* **Work instructions**
Match the word "main". Return each line of the data below where it appears.

* **Stored items**
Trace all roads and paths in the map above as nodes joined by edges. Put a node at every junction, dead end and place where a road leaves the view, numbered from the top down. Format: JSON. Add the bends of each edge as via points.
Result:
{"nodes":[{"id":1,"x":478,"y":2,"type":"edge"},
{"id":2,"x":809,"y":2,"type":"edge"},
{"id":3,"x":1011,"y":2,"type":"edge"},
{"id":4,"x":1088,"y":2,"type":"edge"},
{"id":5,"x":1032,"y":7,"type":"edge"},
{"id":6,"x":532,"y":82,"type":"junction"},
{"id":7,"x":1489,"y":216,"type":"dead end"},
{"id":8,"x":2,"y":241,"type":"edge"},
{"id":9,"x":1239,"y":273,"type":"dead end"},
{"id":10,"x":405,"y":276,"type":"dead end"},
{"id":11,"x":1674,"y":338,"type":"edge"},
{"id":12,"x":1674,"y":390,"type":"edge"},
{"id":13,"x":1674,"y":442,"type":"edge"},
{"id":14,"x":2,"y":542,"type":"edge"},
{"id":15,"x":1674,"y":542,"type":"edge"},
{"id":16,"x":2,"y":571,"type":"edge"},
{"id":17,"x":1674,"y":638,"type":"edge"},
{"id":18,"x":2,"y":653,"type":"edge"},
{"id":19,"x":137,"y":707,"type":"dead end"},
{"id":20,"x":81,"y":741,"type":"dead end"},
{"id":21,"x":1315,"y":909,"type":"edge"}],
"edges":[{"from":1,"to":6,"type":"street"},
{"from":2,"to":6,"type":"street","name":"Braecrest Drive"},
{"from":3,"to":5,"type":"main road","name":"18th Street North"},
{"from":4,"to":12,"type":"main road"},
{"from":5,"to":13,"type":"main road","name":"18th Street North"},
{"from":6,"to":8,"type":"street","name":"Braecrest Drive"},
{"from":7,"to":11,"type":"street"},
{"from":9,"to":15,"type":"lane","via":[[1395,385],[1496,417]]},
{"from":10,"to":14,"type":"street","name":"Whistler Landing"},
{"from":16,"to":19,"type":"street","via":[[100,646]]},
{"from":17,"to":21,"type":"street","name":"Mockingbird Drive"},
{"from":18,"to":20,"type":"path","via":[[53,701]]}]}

* **Response box**
{"from":3,"to":5,"type":"main road","name":"18th Street North"},
{"from":4,"to":12,"type":"main road"},
{"from":5,"to":13,"type":"main road","name":"18th Street North"},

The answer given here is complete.